Aim of the exercise: Return the data that follows, keeping every word and mark unchanged.

Record set:
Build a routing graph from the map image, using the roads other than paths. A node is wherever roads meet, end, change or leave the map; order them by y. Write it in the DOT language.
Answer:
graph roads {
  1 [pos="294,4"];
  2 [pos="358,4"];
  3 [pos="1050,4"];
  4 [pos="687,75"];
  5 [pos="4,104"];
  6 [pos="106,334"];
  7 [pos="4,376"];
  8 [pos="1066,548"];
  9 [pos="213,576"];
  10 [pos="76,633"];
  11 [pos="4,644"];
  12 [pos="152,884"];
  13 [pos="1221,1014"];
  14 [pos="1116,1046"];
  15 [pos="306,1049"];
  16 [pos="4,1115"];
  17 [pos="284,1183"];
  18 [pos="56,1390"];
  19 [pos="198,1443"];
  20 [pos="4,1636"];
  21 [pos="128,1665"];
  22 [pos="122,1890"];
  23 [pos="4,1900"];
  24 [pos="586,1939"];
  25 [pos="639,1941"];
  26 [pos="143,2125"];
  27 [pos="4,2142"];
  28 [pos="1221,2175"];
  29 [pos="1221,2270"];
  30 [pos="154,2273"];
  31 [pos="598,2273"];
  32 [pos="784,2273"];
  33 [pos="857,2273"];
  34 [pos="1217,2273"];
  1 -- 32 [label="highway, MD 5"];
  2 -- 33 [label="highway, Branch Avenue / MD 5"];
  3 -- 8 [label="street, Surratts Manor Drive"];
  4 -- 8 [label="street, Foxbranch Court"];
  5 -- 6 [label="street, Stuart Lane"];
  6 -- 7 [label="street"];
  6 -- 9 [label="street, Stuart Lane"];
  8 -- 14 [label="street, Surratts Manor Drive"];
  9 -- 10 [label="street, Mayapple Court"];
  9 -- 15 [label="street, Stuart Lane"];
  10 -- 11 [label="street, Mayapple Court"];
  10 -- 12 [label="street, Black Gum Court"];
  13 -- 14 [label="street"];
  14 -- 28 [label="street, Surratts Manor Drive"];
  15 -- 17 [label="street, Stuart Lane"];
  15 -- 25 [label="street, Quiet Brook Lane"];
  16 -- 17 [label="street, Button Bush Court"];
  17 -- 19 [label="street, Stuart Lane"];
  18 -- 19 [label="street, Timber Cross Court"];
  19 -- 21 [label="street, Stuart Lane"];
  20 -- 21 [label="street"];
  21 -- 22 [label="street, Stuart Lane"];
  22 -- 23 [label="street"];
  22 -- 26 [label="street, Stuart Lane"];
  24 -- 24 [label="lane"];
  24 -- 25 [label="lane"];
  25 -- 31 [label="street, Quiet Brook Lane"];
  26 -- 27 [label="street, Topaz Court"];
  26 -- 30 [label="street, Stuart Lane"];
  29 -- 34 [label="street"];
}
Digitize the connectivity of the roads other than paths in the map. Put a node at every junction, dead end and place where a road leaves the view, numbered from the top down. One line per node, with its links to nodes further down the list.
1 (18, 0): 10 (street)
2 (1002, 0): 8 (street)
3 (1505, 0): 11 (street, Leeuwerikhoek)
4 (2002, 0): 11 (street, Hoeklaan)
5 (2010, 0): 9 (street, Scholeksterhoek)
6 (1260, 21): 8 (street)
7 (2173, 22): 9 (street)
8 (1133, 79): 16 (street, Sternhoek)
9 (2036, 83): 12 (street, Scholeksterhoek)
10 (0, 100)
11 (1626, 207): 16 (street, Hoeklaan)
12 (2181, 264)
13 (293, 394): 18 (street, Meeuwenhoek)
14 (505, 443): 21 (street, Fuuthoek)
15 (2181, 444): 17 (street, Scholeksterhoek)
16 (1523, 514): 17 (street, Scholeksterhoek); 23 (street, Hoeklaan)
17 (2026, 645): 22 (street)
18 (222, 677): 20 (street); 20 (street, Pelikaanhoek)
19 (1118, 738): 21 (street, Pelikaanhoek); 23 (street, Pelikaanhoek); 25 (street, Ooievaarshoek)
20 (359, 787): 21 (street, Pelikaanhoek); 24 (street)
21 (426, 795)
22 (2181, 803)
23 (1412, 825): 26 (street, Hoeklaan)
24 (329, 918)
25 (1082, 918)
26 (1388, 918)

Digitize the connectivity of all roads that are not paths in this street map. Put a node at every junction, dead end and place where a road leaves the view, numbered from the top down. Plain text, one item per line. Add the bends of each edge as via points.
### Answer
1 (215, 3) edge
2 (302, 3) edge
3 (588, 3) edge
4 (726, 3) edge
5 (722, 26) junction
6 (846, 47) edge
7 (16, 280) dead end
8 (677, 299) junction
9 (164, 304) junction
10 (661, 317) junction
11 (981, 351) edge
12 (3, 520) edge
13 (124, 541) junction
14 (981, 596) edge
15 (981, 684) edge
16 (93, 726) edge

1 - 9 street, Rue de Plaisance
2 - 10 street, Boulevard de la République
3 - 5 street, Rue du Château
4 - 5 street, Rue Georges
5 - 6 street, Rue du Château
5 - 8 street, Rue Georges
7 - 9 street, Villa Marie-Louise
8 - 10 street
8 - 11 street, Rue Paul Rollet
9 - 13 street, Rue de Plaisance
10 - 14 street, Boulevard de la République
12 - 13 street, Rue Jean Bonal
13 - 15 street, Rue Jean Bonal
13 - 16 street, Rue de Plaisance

Solved exercise:
Build a routing graph from the map image, using the roads other than paths. A node is wherever roads meet, end, change or leave the map; order them by y. Write it in the DOT language.
Answer:
graph roads {
  1 [pos="294,4"];
  2 [pos="358,4"];
  3 [pos="1050,4"];
  4 [pos="687,75"];
  5 [pos="4,104"];
  6 [pos="106,334"];
  7 [pos="4,376"];
  8 [pos="1066,548"];
  9 [pos="213,576"];
  10 [pos="76,633"];
  11 [pos="4,644"];
  12 [pos="152,884"];
  13 [pos="1221,1014"];
  14 [pos="1116,1046"];
  15 [pos="306,1049"];
  16 [pos="4,1115"];
  17 [pos="284,1183"];
  18 [pos="56,1390"];
  19 [pos="198,1443"];
  20 [pos="4,1636"];
  21 [pos="128,1665"];
  22 [pos="122,1890"];
  23 [pos="4,1900"];
  24 [pos="586,1939"];
  25 [pos="639,1941"];
  26 [pos="143,2125"];
  27 [pos="4,2142"];
  28 [pos="1221,2175"];
  29 [pos="1221,2270"];
  30 [pos="154,2273"];
  31 [pos="598,2273"];
  32 [pos="784,2273"];
  33 [pos="857,2273"];
  34 [pos="1217,2273"];
  1 -- 32 [label="highway, MD 5"];
  2 -- 33 [label="highway, Branch Avenue / MD 5"];
  3 -- 8 [label="street, Surratts Manor Drive"];
  4 -- 8 [label="street, Foxbranch Court"];
  5 -- 6 [label="street, Stuart Lane"];
  6 -- 7 [label="street"];
  6 -- 9 [label="street, Stuart Lane"];
  8 -- 14 [label="street, Surratts Manor Drive"];
  9 -- 10 [label="street, Mayapple Court"];
  9 -- 15 [label="street, Stuart Lane"];
  10 -- 11 [label="street, Mayapple Court"];
  10 -- 12 [label="street, Black Gum Court"];
  13 -- 14 [label="street"];
  14 -- 28 [label="street, Surratts Manor Drive"];
  15 -- 17 [label="street, Stuart Lane"];
  15 -- 25 [label="street, Quiet Brook Lane"];
  16 -- 17 [label="street, Button Bush Court"];
  17 -- 19 [label="street, Stuart Lane"];
  18 -- 19 [label="street, Timber Cross Court"];
  19 -- 21 [label="street, Stuart Lane"];
  20 -- 21 [label="street"];
  21 -- 22 [label="street, Stuart Lane"];
  22 -- 23 [label="street"];
  22 -- 26 [label="street, Stuart Lane"];
  24 -- 24 [label="lane"];
  24 -- 25 [label="lane"];
  25 -- 31 [label="street, Quiet Brook Lane"];
  26 -- 27 [label="street, Topaz Court"];
  26 -- 30 [label="street, Stuart Lane"];
  29 -- 34 [label="street"];
}
Digitize the connectivity of the roads other than paths in the map. Put a node at every junction, dead end and place where a road leaves the view, numbered from the top down. One line per node, with its links to nodes further down the list.
1 (18, 0): 10 (street)
2 (1002, 0): 8 (street)
3 (1505, 0): 11 (street, Leeuwerikhoek)
4 (2002, 0): 11 (street, Hoeklaan)
5 (2010, 0): 9 (street, Scholeksterhoek)
6 (1260, 21): 8 (street)
7 (2173, 22): 9 (street)
8 (1133, 79): 16 (street, Sternhoek)
9 (2036, 83): 12 (street, Scholeksterhoek)
10 (0, 100)
11 (1626, 207): 16 (street, Hoeklaan)
12 (2181, 264)
13 (293, 394): 18 (street, Meeuwenhoek)
14 (505, 443): 21 (street, Fuuthoek)
15 (2181, 444): 17 (street, Scholeksterhoek)
16 (1523, 514): 17 (street, Scholeksterhoek); 23 (street, Hoeklaan)
17 (2026, 645): 22 (street)
18 (222, 677): 20 (street); 20 (street, Pelikaanhoek)
19 (1118, 738): 21 (street, Pelikaanhoek); 23 (street, Pelikaanhoek); 25 (street, Ooievaarshoek)
20 (359, 787): 21 (street, Pelikaanhoek); 24 (street)
21 (426, 795)
22 (2181, 803)
23 (1412, 825): 26 (street, Hoeklaan)
24 (329, 918)
25 (1082, 918)
26 (1388, 918)

Digitize the connectivity of all roads that are not paths in this street map. Put a node at every junction, dead end and place where a road leaves the view, numbered from the top down. Plain text, one item per line. Add the bends of each edge as via points.
### Answer
1 (215, 3) edge
2 (302, 3) edge
3 (588, 3) edge
4 (726, 3) edge
5 (722, 26) junction
6 (846, 47) edge
7 (16, 280) dead end
8 (677, 299) junction
9 (164, 304) junction
10 (661, 317) junction
11 (981, 351) edge
12 (3, 520) edge
13 (124, 541) junction
14 (981, 596) edge
15 (981, 684) edge
16 (93, 726) edge

1 - 9 street, Rue de Plaisance
2 - 10 street, Boulevard de la République
3 - 5 street, Rue du Château
4 - 5 street, Rue Georges
5 - 6 street, Rue du Château
5 - 8 street, Rue Georges
7 - 9 street, Villa Marie-Louise
8 - 10 street
8 - 11 street, Rue Paul Rollet
9 - 13 street, Rue de Plaisance
10 - 14 street, Boulevard de la République
12 - 13 street, Rue Jean Bonal
13 - 15 street, Rue Jean Bonal
13 - 16 street, Rue de Plaisance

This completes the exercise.